I can keep the sight of the man walking across the road to handpick flowers to give to me, his smile as he handed them over so casually. That’s my memory to keep. It doesn’t have to be sullied by the bitterness of the ending.
We get to keep all of the memories, and we can choose to accept our relationships for how they really were without glorifying or romanticizing them- but also without demonizing them. We can cull out the good to carry with us and accept the rest as we move on.
We can start to see it fall away. We can release our expectations of who they were and who we wanted them to be. We can practice forgiveness- for them, for ourselves, for not knowing any better, for falling in love and being hurt, for the ending. We can be gentle with ourselves as those waves of emotions hit, one right after the other even though we haven’t quite stood up from the last hit.
In time, maybe those memories won’t leave us feeling haunted. There may come a day when we can look back and take comfort that we shared those moments. One day, we won’t wake in the night in a cold sweat because all that we wanted somehow got away from us. We won’t wake up reaching for someone who isn’t there and trying to retrace the past to see where we went so horribly wrong.

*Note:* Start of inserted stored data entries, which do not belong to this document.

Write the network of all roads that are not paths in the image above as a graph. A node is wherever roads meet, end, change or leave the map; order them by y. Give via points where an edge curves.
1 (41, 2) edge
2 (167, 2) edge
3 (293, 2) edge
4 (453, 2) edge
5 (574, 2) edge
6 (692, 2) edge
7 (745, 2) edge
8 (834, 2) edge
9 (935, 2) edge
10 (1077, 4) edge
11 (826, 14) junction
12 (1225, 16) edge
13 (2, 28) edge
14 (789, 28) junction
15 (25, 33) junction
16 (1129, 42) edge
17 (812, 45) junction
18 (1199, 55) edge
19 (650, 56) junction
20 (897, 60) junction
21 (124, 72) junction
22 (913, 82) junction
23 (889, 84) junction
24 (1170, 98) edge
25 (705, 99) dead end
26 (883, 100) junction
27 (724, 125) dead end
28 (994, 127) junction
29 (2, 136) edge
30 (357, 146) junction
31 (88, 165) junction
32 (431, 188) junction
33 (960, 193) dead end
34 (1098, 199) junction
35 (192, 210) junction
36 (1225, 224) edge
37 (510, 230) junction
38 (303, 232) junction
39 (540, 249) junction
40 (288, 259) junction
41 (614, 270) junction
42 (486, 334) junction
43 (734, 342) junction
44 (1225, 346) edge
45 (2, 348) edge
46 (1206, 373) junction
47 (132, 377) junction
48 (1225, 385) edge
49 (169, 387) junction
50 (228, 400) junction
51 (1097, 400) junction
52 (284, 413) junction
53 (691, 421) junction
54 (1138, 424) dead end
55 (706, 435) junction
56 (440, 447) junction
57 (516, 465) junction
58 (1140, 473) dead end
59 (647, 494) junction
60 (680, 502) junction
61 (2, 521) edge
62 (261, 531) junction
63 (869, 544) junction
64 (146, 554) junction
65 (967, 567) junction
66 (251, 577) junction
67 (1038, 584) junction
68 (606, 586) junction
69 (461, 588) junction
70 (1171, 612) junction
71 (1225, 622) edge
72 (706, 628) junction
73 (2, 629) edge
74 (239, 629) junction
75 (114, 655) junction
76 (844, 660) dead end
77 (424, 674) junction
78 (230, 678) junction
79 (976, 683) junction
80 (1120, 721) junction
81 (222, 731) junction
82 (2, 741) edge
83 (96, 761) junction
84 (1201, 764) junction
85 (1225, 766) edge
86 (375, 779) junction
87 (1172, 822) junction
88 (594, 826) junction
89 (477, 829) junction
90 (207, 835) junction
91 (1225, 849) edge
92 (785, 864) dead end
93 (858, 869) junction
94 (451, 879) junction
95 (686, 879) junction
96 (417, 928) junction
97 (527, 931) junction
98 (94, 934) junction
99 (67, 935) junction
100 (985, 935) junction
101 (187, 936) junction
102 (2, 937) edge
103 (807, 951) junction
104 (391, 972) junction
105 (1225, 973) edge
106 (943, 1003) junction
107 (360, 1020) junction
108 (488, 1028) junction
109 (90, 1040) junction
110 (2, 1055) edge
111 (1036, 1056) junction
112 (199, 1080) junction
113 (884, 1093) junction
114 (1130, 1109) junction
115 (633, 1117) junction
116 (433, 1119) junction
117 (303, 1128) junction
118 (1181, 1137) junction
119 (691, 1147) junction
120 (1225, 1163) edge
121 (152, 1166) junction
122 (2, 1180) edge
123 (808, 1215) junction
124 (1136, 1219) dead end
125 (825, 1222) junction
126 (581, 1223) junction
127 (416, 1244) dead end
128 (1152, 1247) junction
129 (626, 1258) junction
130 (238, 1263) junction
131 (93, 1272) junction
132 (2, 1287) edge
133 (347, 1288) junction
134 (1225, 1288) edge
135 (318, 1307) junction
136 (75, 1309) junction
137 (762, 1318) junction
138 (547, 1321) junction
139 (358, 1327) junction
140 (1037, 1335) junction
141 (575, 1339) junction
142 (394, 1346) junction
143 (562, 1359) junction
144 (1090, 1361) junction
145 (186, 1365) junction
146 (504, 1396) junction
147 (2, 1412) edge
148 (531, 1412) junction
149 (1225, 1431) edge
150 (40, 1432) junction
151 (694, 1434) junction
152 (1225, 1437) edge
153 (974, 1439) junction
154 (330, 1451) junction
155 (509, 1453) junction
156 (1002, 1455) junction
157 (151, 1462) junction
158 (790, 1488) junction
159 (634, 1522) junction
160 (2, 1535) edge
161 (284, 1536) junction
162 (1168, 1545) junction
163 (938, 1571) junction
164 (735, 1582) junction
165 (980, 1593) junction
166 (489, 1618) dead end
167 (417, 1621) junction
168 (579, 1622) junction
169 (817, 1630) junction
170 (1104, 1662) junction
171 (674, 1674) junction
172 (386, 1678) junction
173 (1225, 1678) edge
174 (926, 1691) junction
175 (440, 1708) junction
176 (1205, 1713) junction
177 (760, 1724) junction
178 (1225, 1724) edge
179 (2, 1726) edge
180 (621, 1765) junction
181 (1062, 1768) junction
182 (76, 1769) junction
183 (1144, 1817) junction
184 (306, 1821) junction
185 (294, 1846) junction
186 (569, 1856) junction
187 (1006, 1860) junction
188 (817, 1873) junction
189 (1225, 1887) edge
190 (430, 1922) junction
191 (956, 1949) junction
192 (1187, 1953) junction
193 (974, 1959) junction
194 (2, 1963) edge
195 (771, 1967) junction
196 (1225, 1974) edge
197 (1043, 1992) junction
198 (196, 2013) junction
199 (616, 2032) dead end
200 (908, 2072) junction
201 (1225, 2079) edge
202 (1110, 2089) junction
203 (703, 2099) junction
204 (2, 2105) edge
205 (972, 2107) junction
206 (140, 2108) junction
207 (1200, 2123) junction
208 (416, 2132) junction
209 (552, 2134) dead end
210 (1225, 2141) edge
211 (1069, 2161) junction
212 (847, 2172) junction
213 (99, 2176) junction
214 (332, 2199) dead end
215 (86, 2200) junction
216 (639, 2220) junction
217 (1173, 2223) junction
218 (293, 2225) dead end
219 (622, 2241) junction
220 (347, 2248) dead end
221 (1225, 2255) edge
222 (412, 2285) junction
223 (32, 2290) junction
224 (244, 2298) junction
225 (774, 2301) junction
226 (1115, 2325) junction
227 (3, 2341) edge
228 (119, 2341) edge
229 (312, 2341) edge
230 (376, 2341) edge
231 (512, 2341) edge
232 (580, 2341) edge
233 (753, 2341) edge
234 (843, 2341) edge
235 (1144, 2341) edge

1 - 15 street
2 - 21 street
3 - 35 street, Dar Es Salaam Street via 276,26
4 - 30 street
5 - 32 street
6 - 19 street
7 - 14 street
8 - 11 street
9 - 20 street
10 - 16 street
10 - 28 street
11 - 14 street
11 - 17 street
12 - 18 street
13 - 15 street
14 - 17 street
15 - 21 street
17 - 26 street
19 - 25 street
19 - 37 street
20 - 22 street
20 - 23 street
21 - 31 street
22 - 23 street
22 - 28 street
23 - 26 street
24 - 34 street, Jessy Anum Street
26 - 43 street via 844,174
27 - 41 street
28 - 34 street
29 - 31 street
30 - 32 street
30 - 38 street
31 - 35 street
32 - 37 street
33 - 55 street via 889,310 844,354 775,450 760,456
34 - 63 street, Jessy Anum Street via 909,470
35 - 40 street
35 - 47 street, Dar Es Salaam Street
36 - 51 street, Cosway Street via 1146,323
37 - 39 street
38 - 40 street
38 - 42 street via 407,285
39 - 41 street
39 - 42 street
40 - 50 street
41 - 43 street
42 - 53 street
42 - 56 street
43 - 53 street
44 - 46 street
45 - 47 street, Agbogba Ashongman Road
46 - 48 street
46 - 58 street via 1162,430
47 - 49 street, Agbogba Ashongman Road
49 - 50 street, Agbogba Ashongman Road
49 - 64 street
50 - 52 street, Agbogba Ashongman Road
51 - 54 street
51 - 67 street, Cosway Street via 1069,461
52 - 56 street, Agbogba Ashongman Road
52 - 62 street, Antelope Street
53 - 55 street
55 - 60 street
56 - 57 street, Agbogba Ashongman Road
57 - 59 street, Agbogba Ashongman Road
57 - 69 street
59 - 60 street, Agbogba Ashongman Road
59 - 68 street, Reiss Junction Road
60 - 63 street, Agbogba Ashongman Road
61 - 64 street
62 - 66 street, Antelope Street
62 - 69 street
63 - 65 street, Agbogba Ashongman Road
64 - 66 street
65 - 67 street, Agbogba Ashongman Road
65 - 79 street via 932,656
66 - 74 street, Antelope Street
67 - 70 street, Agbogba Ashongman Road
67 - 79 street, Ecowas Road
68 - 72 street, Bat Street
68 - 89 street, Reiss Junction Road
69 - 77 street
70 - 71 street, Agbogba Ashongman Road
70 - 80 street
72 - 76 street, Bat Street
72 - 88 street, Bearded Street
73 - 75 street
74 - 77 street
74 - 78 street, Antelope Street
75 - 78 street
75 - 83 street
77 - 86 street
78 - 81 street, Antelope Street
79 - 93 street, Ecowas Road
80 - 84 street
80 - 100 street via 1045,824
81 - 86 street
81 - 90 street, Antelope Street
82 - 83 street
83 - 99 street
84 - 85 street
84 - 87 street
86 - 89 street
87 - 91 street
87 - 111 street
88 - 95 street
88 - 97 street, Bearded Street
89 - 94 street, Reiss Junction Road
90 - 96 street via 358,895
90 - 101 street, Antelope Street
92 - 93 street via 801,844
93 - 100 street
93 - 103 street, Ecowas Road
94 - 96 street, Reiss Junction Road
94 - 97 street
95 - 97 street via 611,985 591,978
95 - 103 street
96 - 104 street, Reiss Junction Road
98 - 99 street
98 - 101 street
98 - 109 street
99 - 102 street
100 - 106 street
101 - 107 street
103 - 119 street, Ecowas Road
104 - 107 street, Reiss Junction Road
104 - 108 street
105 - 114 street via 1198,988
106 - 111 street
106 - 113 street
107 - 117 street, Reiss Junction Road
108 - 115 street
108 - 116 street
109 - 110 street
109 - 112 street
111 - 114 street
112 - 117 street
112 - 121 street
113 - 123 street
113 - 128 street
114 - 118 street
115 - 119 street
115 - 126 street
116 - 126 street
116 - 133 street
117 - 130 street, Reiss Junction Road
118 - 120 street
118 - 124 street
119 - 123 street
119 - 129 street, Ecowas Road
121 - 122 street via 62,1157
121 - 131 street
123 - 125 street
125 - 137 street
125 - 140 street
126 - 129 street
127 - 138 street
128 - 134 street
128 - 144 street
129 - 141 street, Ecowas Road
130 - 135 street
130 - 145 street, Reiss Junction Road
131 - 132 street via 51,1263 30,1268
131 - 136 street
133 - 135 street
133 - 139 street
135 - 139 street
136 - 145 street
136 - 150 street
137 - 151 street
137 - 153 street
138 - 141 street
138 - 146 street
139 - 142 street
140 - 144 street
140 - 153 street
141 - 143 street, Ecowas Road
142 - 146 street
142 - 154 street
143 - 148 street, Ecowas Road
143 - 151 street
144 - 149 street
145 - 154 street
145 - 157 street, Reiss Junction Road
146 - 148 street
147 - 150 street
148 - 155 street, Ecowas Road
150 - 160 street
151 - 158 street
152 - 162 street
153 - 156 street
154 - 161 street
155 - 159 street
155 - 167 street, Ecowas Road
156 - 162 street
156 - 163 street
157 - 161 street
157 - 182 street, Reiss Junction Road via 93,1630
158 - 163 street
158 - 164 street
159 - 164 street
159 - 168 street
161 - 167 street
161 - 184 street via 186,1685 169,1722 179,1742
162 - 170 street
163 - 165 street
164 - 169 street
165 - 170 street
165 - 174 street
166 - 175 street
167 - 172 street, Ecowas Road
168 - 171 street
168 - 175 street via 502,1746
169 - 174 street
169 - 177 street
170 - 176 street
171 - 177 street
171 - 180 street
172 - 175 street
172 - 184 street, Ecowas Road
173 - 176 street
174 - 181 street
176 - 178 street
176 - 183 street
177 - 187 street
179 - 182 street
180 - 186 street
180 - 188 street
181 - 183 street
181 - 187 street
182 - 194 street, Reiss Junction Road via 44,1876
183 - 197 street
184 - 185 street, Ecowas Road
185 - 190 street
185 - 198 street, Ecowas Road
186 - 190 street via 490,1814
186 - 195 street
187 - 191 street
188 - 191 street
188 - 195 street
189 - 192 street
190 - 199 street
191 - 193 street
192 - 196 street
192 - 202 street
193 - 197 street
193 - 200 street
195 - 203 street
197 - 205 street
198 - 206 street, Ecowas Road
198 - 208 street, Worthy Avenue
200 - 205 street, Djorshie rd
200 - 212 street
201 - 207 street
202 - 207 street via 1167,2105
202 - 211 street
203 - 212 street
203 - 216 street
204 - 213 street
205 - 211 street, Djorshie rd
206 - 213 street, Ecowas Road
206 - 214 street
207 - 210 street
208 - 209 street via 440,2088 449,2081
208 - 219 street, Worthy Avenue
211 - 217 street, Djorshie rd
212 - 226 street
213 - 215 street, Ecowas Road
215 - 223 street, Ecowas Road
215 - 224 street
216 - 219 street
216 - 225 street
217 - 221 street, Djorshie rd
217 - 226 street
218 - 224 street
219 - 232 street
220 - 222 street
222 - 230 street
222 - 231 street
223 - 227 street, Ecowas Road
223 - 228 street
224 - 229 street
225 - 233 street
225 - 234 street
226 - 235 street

One day, perhaps, all we’ll have left is the love that we felt and the memories that make us smile. But we can’t force ourselves to get to that point. We can’t push it to happen any sooner than it will, and it does no good to be angry with the Universe for giving us the experiences that shape us. We can miss the love that’s gone, but we can’t force it to come back or banish it from our minds by the force of our will or even change the ending.
We can see beyond “The End” and rewind it all the way to the beginning. To the first meeting. The first conversation. The first date. The first kiss. I rewind in my mind to a date that was never supposed to be a date, a status I soon re-evaluated. Then I let it roll forward to a long walk at night, a kiss under the stars, my head spinning. The feelings I never thought I would feel again and finally feeling like I was loved enough.
No, The End cannot ever be the whole story, even if it changes everything and sends us careening into a future we could never have expected.
I couldn’t rewrite the end, no matter how hard I tried. But one day soon, when I can wrap my head around how we got from that first conversation to the last, I will find a way to carry that love with me. To pack it and all the cherished memories up and carry them with the rest. I feel their weight already.
But I think I’m finally strong enough to carry it.